Ancient writers describe their extraterrestrial “Gods” as being capable of love, hate, amusement, anger, honesty, and depravity.  Ancient records and modern testimony alike would indicate that Custodial personalities run the entire gamut from saints to sinners, from the most degraded of despots to the most true-hearted of humanitarians.
www.bibliotecapleyades.net/vida_alien/godseden/godseden02.htm

As I have said before, and maintain even now, the Jehovah of the Bible does not meet the criteria of an Omni-everything God.  If we read the Bible carefully, without our prejudiced views marring our vision, we will readily see that to be true.

Here it might also be worthwhile to mention again that the Sumerian text may be a thousand years older than the Books of Moses, but many of the stories in the book of Genesis are very reminiscent of those found in Sumerian writings.  It seems very obvious that Abraham took those oral stories with him when he left Sumer and went to live in the land of Canaan.  

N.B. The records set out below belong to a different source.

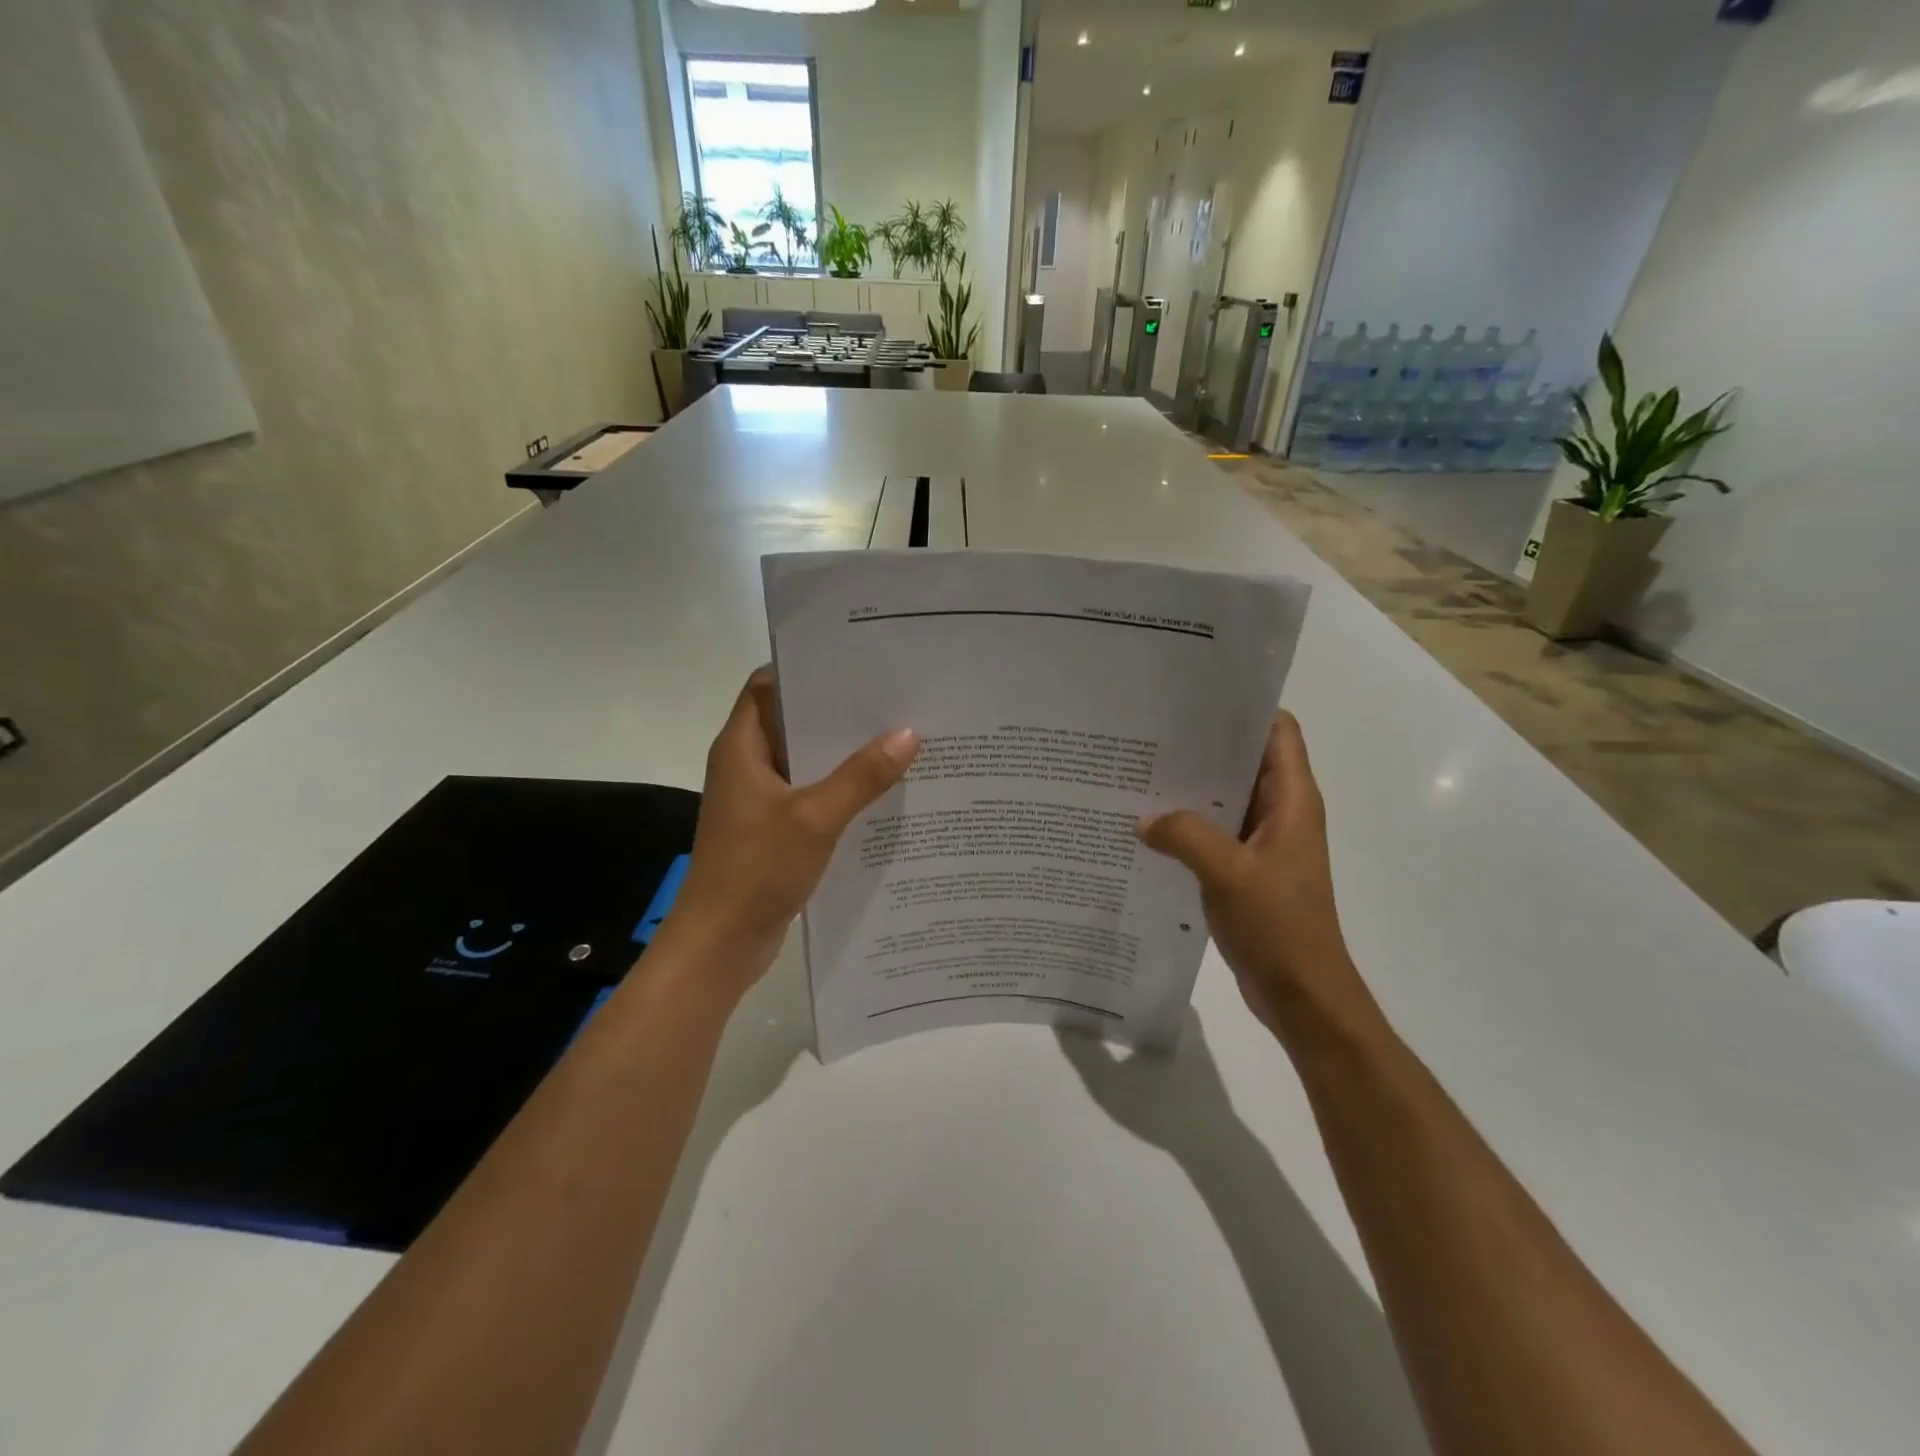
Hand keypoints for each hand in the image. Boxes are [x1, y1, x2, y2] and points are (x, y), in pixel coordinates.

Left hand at [665, 667, 918, 998]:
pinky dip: (839, 789)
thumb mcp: (815, 818)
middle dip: (838, 713)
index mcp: (742, 747)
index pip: (768, 686)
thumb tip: (909, 735)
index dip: (807, 670)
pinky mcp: (772, 829)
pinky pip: (809, 795)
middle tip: (893, 700)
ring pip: (805, 762)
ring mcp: (759, 799)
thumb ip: (862, 776)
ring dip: (843, 754)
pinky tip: (880, 791)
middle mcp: (747, 765)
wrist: (721, 943)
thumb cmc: (756, 869)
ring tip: (898, 739)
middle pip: (793, 722)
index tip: (856, 664)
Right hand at [1137, 712, 1378, 1050]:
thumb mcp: (1228, 873)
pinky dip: (1187, 825)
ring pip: (1225, 798)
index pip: (1277, 731)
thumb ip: (1184, 836)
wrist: (1302, 994)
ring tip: (1139, 773)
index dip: (1243, 710)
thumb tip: (1142, 819)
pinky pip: (1214, 833)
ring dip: (1190, 789)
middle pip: (1244, 761)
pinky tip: (1147, 825)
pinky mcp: (1246, 869)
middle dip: (1202, 746)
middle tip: (1150, 734)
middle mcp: (1281, 813)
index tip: (1195, 699)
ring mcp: (1263, 842)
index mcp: (1292, 800)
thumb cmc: (1279, 926)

Moses, or some other writer(s) of the Books of Moses, had heard these stories since childhood and they wanted to record them, now that they had the opportunity to write.  However, from the time Abram left Ur till the time of Moses was about five hundred years, and oral stories have a way of changing over time.  

Abram was the first in his line to deal directly with YHWH.  This God took his complete attention, in the religious arena.  However, by the time Genesis was being written, much in the story had changed and so it is not surprising that in the creation story of Genesis the writer is not too clear as to which God(s) did what.  

He keeps on insisting that Israel has only one God, but the writer repeatedly allows for the fact that there are also other Gods.